Department of Ophthalmology, University of Tokyo School of Medicine, 7-3-1 Hongo, Bunkyo-ku, Tokyo, 113-8655, Japan.

出版信息

Cornea. 2004 Nov;23(8 Suppl):S59-64. doi: 10.1097/01.ico.0000136673.35530.e3.

Abstract

PURPOSE

To review the time course of corneal anteroposterior shift and refractive stability after myopic excimer laser keratorefractive surgery.

METHODS

We examined 65 eyes undergoing photorefractive keratectomy (PRK) and 45 eyes undergoing laser in situ keratomileusis (LASIK). Corneal elevation maps and pachymetry were obtained by scanning-slit corneal topography before; 1 week; and 1, 3, 6, and 12 months after surgery.

RESULTS

Both PRK and LASIK induced significant forward shifts of the cornea. Corneal forward shift was progressive up to 6 months after PRK, but no progression was seen after LASIK. Progressive thinning and expansion of the cornea were not observed after either procedure. The amount of corneal forward shift showed a significant negative correlation with preoperative corneal thickness (r = -0.586; P < 0.01) and a significant positive correlation with the amount of myopic correction (r = 0.504; P < 0.01). A significant correlation was found between the amount of forward shift and the degree of myopic regression after surgery (r = -0.347; P < 0.05).

CONCLUSION

Myopic PRK and LASIK induce significant forward shifts of the cornea, which are not true corneal ectasia. Eyes with thinner corneas and higher myopia requiring greater ablation are more predisposed to anterior protrusion of the cornea. Corneal forward shift was progressive up to 6 months after PRK but not progressive after LASIK. Forward shift of the cornea can be one of the factors responsible for myopic regression after surgery.

摘要

目的

回顾准分子激光角膜屈光手术后角膜前后移位的时间进程及屈光稳定性。

方法

我们检查了65例行光性屈光性角膜切削术(PRK)的眼和45例行准分子原位角膜磨镶术(LASIK)的眼。

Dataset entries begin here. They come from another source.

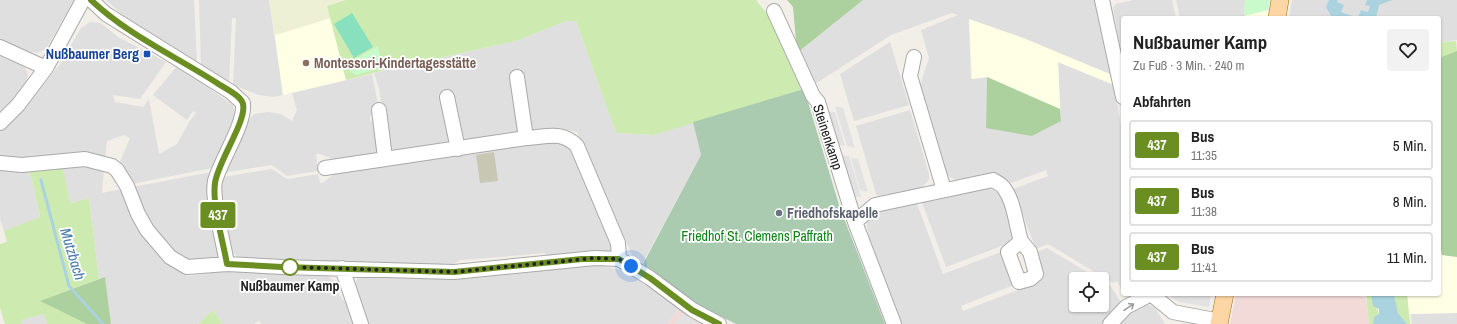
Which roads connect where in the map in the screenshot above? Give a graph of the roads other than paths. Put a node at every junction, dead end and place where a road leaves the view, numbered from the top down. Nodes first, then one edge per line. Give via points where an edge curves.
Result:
1 (82, 0) edge
2 (91, 0) edge
3 (1280, 0) edge
4 (1105, 1) edge
5 (774, 11) dead end
6 (1277, 16) edge
7 (0, 47) edge
8 (914, 57) dead end
9 (46, 68) junction
10 (517, 77) dead end
11 (1121, 86) edge
12 (447, 97) dead end
13 (378, 110) dead end
14 (0, 123) edge
15 (526, 138) junction
16 (458, 149) junction
17 (385, 158) junction
18 (0, 163) edge
19 (325, 168) dead end
20 (944, 190) junction
21 (855, 222) junction
22 (1021, 241) dead end
23 (619, 259) junction
24 (227, 264) junction
25 (342, 268) junction
26 (1147, 296) edge
27 (1153, 296) edge
28 (1225, 296) edge
29 (1220, 322) edge
30 (361, 324) edge
31 (719, 324) edge
32 (894, 324) edge
33 (1110, 324) edge

1 - 9 street
2 - 24 street via 106,14 219,85 243,103 242,120 215,182 215,198
3 - 6 main road
4 - 11 street
5 - 21 street, Steinenkamp via 818,102
7 - 9 street
8 - 20 street via 910,76
9 - 14 street via 18,105
10 - 15 street
12 - 16 street
13 - 17 street
15 - 16 street
15 - 23 street via 558,136 569,138 577,146 618,243
16 - 17 street
17 - 19 street
18 - 24 street via 22,165 85,159 105,163 117,170 122,177 142,222 170,257 187,267
20 - 21 street via 875,205
20 - 22 street via 993,180 1002,186 1011,204
21 - 32 street, Steinenkamp
23 - 25 street via 588,259 454,272
23 - 31 street via 650,278 692,310
24 - 25 street
25 - 30 street
33 -> 26 street via 1126,307
27 - 29 street via 1173,312
28 - 29 main road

术前、术后1周、1个月、3个月、6个月及12个月通过扫描裂隙角膜地形图获取角膜高度图和角膜厚度测量值。

结果

PRK和LASIK均导致角膜显著向前移位。PRK术后角膜向前移位持续进展至6个月,但LASIK术后未见进展。两种手术术后均未观察到角膜进行性变薄和扩张。角膜向前移位量与术前角膜厚度呈显著负相关(r = -0.586;P < 0.01),与近视矫正量呈显著正相关(r = 0.504;P < 0.01)。向前移位量与术后近视回退程度之间存在显著相关性(r = -0.347;P < 0.05)。

结论

近视PRK和LASIK导致角膜显著向前移位,但并非真正的角膜扩张。角膜较薄且近视度数较高、需要更大切削量的眼更容易发生角膜前突。PRK术后角膜向前移位持续进展至6个月,但LASIK术后无进展。角膜向前移位可能是术后近视回退的因素之一。